------ RAW DATA ------
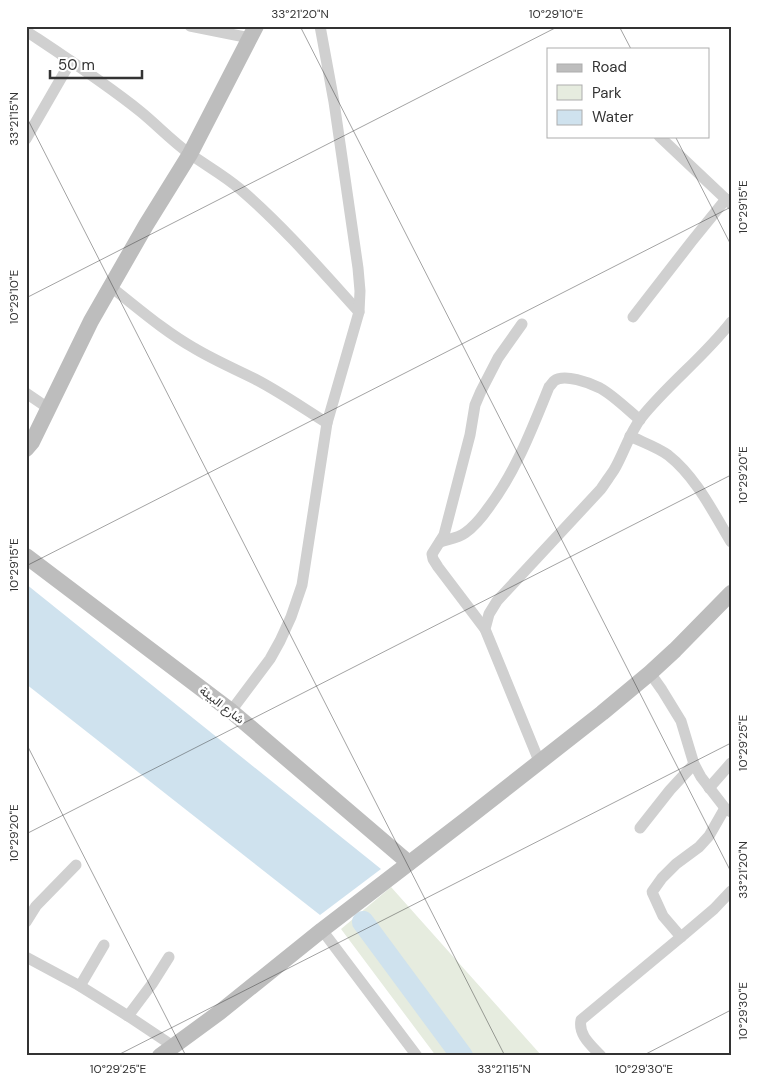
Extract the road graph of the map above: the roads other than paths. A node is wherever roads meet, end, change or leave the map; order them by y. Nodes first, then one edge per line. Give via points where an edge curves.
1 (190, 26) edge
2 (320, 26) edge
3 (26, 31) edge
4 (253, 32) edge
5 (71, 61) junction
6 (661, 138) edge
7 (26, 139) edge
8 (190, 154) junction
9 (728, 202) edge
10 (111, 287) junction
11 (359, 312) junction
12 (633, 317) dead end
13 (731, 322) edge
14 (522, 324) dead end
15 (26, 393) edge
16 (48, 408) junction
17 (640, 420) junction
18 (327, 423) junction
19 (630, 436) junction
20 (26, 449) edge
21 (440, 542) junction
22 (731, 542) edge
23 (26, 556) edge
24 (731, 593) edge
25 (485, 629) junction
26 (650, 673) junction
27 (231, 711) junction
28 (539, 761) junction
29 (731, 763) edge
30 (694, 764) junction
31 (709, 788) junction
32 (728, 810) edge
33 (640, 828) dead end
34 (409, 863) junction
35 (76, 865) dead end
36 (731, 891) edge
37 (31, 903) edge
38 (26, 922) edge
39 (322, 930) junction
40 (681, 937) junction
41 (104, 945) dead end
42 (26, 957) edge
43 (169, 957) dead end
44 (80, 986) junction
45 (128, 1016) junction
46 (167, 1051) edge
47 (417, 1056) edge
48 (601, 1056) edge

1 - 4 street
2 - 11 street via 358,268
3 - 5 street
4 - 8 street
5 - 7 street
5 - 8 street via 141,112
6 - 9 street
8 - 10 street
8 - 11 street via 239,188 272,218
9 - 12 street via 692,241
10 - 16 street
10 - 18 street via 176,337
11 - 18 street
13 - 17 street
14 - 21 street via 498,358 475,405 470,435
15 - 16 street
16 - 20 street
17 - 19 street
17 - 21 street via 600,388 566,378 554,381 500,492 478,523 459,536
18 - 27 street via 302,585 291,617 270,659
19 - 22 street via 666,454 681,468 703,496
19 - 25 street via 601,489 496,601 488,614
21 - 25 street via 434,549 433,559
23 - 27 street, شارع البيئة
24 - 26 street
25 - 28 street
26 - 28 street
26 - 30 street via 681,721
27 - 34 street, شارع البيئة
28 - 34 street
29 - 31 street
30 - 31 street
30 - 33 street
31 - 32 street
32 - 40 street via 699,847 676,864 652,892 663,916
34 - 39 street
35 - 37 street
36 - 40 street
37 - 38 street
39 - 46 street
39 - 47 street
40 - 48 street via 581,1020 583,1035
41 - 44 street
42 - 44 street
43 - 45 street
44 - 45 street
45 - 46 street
------
→ EXERCISE PROMPT:
Note each line above that holds "شارع", then copy all of them.

→ WRITTEN ANSWER:
23 - 27 street, شارع البيئة
27 - 34 street, شارع البيئة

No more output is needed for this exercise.